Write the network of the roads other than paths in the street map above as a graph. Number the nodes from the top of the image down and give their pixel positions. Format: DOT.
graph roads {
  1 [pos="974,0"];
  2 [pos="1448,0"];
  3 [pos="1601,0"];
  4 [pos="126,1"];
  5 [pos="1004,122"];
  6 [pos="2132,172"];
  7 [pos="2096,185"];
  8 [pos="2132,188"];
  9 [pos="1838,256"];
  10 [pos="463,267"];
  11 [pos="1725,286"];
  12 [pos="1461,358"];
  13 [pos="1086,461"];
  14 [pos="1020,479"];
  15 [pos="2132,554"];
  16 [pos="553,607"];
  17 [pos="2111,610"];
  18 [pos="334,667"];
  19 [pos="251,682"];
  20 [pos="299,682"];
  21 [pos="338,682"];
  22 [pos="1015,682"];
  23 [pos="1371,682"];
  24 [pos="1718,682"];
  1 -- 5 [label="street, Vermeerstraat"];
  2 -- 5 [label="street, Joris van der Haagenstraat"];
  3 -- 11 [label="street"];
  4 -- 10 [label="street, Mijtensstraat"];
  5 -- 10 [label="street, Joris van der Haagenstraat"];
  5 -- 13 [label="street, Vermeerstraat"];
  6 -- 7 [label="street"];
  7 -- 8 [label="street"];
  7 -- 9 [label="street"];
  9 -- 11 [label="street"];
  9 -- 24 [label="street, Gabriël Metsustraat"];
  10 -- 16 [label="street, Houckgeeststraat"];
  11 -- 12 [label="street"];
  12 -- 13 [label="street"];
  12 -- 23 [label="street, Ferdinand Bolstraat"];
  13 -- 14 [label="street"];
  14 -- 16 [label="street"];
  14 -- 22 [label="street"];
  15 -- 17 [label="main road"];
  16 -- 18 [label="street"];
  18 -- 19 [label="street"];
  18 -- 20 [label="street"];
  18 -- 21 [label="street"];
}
◇ ◇ ◇ ◇
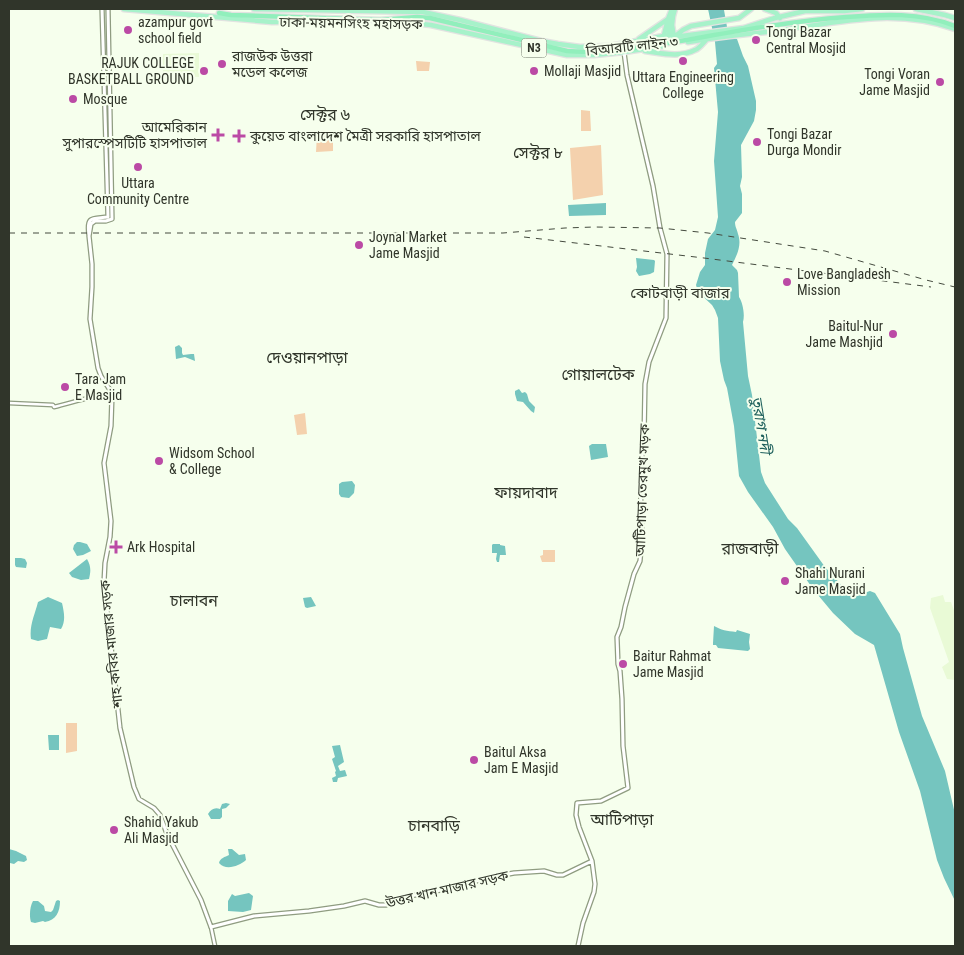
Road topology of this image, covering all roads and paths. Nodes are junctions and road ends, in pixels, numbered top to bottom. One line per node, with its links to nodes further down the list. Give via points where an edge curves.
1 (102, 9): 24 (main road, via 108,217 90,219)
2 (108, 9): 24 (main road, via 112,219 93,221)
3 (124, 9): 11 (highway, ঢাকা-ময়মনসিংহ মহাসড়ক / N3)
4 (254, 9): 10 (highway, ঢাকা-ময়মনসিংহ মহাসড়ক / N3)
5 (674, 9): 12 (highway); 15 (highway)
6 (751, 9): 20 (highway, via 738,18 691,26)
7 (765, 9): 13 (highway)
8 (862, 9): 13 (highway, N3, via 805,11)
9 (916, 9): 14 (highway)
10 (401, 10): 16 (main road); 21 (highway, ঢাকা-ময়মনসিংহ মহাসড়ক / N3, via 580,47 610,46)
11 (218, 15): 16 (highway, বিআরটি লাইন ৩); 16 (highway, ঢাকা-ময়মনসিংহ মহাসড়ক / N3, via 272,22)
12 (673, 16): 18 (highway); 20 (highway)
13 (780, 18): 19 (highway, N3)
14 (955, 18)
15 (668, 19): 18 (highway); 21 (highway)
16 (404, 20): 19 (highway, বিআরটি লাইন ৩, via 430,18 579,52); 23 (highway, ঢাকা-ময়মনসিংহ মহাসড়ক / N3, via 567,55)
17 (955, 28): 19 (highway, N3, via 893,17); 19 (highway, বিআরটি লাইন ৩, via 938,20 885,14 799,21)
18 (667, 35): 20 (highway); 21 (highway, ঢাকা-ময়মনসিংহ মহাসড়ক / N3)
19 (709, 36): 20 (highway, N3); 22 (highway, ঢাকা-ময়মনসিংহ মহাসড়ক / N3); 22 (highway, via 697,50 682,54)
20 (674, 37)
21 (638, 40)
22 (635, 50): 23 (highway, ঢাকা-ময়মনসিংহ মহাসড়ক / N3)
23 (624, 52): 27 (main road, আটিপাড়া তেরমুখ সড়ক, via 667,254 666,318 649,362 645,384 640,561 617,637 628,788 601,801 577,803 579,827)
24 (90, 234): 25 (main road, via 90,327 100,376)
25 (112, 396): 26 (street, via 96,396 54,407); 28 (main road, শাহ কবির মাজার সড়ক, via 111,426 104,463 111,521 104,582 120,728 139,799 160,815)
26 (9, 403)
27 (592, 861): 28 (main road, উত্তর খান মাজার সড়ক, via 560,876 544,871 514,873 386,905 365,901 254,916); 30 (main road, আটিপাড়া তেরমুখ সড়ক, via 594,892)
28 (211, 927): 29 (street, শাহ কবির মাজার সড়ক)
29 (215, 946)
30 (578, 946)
◇ ◇ ◇ ◇
- **Instructions for the task**:
In how many lines of the data above does the word "Vermeerstraat" occur? Only the number is wanted.

- **Task result**:
2